It’s like the Roy Orbison song, ‘Pretty Woman’, it’s like the same thing… those guys are so fantastic, so far advanced it what they wrote, it’s just incredible. And people were asking me “how do you sing it?” But I didn’t know – Willie wouldn’t let me hear the song! He said, “Sing what’s inside!” But I’d only heard it on the radio! So he said, “Just sing that!” But he wouldn’t let me hear it! So I had to kinda just improvise… but I think it turned out alright.

What about all the artists, hip hop artists especially, that sample you – Kanye West, Jay-Z, Notorious B.I.G – do you mind?
Their stuff is incredible.

Do you listen to it?
Yeah, I have to because I’m in the music business. And whether it’s rap, or whatever, I have to listen to it because I have to share in the vocation I’m in.

Okay, sure. So you don’t feel protective over your music when someone is cutting it up and reusing it?
No, I think they do good – Talking Heads ‘Take Me To The River’, that’s just fantastic; Tina Turner ‘Let’s Stay Together’, I said “Hey, man, that’s another interpretation – why didn’t I think of that?!” [laughs]

Have you ever heard your music used in a way that you really didn’t like?
I don’t really know because they send me from Los Angeles only what they want me to hear! [laughs] So I don’t know, I guess it’s a screening process or something! I probably should cut through that, but I don’t know, I guess they’re like “The man is a Reverend, he’s been in the church for 30 years, and now he’s been doing this here for 40 years and we kinda wanna protect the whole career…” the ‘Tired Of Being Alone’, the whole career, you know, ‘God Blessed Our Love’, fine fine fine. The whole thing is illustrated here on the wall with these gold records – but I can’t take these boys with me! Can’t take the money, can’t take the car.

Your music’s got a reputation for being really sexy…
Sexy?

Yeah, really seductive, but why is that?
You’re making an old man nervous! [laughs] Sexy, sexy… well when a man is 22 he’s got hips and a nice BO, he’s got that stance… I mean, Otis Reading didn’t try to be sexy, but he turned out to be sexy anyway – you know, 6’6’’ tall, young, handsome… come on man, I couldn’t help it!

It’s still hard to explain why some music can be so seductive…
I guess it’s kind of seductive if you’re playing it in the car on the way to work or something, and you’re thinking, “I should turn right here…”

What about your music, do you listen to stuff that’s in the charts or when you go home do you have your favourite records that you’re still listening to?
Well, I mean, with the tragedy of Michael they sent me all of Michael’s records, and I’ve played 1, 2, 3, 4 of Michael’s records so far, just incredible to listen to the talent of the man. I met Michael, and I hugged him, I gave him one of those boy hugs, type of thing, because we were over at Tito’s house, and they was having like a pool party with little crackers and champagne or something, and we were all out around the pool when Michael came in, with Germaine and, oh I don’t know man, it was a long time ago. And he says “Oh, I like your music,” and I said “Thanks, I like yours!” He’d been singing longer than me. It’s kind of hard to realise the fact that’s taken place for me. It’s just that everything ain’t right. A wonderful talent – a super-talent!

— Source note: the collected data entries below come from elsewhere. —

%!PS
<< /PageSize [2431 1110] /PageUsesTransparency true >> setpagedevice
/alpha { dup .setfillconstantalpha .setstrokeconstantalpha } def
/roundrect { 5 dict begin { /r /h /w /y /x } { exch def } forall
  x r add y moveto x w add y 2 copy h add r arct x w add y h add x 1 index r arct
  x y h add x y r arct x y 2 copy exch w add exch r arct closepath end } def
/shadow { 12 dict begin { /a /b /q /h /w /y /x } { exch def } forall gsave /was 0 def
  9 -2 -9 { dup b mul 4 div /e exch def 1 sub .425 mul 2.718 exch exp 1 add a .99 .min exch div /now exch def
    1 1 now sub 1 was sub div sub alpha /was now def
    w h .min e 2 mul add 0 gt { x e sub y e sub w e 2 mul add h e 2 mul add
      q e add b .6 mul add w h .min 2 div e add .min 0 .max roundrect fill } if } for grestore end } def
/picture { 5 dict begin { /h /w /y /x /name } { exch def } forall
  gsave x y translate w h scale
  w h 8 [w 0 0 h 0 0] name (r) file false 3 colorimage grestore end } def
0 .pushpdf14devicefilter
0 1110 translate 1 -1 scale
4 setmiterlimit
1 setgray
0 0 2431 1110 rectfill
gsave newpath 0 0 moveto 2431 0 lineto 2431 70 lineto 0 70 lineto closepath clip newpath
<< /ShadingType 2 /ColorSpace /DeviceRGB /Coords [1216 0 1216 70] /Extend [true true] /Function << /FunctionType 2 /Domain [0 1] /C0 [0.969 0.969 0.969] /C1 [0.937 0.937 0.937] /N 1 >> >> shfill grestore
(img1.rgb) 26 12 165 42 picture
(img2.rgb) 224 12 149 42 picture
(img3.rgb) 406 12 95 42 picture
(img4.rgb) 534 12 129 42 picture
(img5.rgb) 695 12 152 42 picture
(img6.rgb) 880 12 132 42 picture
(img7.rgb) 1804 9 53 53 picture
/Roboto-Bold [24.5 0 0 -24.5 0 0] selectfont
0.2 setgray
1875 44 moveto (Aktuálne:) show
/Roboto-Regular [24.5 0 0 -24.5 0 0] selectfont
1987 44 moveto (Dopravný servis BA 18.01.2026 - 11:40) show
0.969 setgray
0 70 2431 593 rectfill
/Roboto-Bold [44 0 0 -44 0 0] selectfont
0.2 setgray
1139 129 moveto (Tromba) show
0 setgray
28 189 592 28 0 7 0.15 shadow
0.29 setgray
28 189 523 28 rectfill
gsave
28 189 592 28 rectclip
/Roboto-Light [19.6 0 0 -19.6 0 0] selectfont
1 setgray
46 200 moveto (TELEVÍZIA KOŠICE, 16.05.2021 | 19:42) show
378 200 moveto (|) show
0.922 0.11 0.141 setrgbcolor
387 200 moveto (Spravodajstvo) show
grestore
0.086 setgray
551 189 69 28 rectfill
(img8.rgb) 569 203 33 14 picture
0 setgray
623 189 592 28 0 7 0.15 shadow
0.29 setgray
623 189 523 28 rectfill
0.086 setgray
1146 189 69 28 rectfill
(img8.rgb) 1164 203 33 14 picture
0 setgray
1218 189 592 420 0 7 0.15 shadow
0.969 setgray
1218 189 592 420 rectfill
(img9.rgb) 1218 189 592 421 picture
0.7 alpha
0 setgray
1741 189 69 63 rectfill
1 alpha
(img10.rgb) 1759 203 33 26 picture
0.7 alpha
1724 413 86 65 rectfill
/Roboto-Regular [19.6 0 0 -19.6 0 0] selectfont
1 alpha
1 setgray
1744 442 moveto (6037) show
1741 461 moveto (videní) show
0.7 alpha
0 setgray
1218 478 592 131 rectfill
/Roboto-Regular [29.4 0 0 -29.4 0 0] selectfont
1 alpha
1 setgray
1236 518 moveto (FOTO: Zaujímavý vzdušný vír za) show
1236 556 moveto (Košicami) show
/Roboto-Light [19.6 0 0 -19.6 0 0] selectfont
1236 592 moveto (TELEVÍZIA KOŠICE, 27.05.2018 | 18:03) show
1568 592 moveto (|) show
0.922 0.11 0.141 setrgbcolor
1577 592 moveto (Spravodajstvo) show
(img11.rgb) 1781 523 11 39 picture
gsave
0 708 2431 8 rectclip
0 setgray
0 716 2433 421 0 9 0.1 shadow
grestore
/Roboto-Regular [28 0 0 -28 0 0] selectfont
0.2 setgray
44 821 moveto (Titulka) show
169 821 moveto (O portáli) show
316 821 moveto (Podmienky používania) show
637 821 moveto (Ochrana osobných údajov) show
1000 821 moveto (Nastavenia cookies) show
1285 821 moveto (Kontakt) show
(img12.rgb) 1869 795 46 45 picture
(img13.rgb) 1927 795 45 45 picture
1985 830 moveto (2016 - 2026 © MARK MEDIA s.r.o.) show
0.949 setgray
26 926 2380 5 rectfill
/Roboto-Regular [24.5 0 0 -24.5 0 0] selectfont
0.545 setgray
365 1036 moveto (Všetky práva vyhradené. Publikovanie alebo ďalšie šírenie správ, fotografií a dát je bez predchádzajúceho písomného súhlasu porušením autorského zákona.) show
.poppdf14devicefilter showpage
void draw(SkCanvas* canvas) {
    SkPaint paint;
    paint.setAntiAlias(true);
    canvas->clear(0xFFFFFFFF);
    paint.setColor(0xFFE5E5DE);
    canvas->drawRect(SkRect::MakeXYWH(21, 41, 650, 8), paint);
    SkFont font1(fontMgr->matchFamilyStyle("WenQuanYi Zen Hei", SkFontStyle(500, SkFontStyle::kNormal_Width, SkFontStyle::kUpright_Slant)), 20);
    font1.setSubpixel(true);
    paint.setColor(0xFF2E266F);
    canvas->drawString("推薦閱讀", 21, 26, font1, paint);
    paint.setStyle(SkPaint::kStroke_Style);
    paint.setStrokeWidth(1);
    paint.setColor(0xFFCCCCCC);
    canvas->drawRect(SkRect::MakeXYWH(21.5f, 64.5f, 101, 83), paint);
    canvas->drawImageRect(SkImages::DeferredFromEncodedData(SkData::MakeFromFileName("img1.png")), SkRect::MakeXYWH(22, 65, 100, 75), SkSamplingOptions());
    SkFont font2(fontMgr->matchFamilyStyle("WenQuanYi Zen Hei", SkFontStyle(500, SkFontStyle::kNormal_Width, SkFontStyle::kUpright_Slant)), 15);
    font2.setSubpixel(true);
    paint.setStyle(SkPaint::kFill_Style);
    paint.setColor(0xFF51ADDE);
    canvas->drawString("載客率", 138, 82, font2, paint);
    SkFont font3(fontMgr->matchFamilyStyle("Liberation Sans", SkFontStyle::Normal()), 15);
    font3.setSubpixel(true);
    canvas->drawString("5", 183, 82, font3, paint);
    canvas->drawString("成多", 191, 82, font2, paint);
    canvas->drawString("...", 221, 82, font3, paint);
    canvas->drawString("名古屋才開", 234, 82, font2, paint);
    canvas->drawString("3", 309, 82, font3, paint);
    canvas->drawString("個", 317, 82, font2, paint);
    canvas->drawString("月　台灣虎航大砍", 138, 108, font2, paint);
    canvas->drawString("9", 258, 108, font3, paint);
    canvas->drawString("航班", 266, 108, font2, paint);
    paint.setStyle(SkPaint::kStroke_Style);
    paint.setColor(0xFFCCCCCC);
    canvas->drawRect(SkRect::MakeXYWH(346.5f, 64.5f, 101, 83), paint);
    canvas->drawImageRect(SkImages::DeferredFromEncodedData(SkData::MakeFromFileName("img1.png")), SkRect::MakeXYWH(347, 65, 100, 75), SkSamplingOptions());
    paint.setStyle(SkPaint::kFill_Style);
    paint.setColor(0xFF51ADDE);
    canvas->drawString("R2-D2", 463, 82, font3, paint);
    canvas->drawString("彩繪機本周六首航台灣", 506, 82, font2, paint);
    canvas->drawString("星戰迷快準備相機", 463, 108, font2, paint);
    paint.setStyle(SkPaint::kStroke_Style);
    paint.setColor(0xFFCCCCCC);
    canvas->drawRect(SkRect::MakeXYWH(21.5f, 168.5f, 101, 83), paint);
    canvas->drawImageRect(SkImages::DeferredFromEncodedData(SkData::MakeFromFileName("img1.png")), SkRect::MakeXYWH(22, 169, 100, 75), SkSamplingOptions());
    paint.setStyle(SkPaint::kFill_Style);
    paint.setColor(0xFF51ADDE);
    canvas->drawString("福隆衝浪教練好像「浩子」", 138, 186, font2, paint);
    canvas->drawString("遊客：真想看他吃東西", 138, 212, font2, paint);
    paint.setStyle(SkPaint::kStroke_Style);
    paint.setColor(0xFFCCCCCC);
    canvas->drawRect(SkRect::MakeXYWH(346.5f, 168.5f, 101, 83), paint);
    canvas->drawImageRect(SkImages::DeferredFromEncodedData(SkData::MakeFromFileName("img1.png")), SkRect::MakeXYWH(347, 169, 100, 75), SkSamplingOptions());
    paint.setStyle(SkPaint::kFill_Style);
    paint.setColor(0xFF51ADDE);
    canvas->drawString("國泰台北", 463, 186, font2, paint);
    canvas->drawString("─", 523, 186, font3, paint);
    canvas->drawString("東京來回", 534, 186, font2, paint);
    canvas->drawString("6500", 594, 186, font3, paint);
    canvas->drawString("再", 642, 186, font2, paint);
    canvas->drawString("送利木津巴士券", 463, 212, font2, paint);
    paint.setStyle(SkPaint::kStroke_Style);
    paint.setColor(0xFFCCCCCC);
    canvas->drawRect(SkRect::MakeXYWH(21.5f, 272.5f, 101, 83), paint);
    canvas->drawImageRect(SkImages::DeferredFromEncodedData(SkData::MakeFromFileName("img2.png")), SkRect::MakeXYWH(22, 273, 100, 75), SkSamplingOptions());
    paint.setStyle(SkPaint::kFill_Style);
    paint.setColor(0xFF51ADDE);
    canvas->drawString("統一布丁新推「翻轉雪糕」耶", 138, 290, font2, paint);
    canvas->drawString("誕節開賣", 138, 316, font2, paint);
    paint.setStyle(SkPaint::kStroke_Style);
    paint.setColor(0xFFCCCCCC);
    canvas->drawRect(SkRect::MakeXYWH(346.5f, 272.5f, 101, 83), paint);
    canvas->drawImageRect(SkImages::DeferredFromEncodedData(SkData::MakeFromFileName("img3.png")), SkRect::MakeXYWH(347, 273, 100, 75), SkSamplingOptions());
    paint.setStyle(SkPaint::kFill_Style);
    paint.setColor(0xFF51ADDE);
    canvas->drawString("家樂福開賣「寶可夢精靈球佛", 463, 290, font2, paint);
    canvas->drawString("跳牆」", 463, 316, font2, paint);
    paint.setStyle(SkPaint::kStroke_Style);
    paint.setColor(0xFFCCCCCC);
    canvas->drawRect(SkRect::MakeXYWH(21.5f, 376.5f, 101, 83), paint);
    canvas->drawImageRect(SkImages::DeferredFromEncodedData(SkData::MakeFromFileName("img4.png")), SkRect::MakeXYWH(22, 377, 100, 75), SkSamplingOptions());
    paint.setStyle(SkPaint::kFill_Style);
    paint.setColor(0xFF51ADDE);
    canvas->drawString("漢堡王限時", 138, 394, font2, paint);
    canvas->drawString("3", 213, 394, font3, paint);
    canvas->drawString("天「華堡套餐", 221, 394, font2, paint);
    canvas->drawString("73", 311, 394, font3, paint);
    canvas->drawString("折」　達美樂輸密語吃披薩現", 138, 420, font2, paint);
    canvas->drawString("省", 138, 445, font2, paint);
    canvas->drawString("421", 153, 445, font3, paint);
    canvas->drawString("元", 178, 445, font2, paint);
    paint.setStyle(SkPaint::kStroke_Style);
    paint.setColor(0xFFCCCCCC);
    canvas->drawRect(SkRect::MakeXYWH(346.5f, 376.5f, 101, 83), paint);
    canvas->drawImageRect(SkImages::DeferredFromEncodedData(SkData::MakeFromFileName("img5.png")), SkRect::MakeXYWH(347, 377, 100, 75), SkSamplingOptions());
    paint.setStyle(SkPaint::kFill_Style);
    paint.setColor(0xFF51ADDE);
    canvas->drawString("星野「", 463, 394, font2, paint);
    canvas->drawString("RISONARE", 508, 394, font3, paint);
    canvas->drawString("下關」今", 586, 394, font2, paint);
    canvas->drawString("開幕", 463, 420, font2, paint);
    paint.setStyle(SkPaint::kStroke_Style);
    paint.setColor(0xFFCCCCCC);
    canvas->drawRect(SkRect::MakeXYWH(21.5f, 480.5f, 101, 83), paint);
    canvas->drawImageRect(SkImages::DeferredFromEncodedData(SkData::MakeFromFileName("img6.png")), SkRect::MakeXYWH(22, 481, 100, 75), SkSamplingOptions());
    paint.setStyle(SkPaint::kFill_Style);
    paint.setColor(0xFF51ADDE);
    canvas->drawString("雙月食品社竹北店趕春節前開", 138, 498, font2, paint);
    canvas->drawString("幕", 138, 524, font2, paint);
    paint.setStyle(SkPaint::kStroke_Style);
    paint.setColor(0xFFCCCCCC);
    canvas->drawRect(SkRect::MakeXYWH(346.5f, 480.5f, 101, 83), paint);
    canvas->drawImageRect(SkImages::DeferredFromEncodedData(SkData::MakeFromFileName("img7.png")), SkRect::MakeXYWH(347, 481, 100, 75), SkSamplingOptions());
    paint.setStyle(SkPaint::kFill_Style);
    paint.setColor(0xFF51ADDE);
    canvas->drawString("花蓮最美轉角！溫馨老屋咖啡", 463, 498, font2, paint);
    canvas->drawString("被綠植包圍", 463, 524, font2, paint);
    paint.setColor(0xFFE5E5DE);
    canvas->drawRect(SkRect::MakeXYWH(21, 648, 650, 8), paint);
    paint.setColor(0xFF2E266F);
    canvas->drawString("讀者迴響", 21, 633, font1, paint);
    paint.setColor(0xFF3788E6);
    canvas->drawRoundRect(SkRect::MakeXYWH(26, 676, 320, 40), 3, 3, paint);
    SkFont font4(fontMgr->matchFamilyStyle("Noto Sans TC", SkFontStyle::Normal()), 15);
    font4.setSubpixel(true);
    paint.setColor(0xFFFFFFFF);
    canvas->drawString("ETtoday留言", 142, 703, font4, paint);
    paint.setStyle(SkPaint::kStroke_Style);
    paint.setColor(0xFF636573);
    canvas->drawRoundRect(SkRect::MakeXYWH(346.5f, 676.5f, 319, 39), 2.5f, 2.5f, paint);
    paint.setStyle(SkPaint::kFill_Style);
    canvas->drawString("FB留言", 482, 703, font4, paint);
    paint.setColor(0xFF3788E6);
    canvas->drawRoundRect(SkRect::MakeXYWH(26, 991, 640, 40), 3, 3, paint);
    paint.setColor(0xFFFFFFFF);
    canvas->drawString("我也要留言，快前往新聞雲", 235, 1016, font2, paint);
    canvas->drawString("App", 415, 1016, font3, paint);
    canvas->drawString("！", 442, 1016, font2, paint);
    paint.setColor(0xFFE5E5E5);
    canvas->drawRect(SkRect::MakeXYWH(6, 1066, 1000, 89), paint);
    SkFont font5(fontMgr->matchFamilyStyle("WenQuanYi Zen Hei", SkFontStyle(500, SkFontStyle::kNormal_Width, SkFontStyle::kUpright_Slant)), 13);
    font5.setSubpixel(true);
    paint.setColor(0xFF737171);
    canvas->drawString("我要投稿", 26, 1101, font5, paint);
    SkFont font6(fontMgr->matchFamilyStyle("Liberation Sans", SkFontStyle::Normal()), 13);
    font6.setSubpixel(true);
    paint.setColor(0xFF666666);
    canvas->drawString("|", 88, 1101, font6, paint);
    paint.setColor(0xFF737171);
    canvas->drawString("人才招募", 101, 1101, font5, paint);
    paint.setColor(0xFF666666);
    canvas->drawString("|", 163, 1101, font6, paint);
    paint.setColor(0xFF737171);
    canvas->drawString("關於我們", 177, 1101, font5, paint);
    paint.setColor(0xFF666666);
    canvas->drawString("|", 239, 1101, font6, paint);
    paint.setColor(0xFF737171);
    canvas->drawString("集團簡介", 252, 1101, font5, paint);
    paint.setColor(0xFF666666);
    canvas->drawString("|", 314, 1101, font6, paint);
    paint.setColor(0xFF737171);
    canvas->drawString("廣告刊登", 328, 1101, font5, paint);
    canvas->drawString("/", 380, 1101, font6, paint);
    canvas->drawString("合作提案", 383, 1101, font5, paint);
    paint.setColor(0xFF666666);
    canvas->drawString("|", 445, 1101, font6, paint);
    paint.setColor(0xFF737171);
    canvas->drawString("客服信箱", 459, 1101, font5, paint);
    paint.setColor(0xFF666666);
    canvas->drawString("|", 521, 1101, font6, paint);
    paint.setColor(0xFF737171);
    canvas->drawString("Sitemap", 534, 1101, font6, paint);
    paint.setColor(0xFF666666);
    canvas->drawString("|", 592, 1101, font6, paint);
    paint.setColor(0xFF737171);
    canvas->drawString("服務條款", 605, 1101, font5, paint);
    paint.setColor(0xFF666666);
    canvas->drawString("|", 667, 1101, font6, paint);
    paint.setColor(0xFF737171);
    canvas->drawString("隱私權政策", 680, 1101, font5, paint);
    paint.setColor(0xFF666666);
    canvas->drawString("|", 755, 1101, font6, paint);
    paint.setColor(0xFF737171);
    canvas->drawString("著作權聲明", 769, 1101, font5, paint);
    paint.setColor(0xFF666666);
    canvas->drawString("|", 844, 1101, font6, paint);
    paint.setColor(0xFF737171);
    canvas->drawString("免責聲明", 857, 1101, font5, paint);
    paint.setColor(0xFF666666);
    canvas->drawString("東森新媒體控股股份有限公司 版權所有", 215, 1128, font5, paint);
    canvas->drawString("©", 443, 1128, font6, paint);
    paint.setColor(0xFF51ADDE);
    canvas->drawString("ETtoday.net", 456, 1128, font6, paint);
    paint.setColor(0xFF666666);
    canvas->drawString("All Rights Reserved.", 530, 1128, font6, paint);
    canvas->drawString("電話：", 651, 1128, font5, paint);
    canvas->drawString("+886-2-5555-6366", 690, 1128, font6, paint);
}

Yeah I know, but we kind of watched his decline over the last few years, that’s why I was talking about you still having the drive to get out there and do it – that takes a special kind of person.
Yeah, I mean, we’re doing like 100 dates, more than 100 shows a year, so you’ve got to be committed to it, you’ve got to love it to stay in it that long, to do that. Because if you don’t love it you get out of it real fast.

And who knows whether Jackson wanted to do it in the end or whether he just wanted out, you know.
Yeah, it’s kind of a question of whether he wanted to do it, and if he did want to do it, the people were saying he only weighed 112pounds! That he had anorexia! 112pounds! For 50 shows! I don’t know if he could’ve done the 50 shows. But he was a great talent, anyway.

For you personally, was there ever any one moment when you really thought ‘I’ve done it’?
Well, I keep pushing Al, I hug him and tell him how good he is, like at the Superdome, I keep telling him, ‘fantastic, fantastic, now come on, move of further, come on,’ But I don’t know how to tell him he’s done a good job, I just tell him to move on further to the next ladder.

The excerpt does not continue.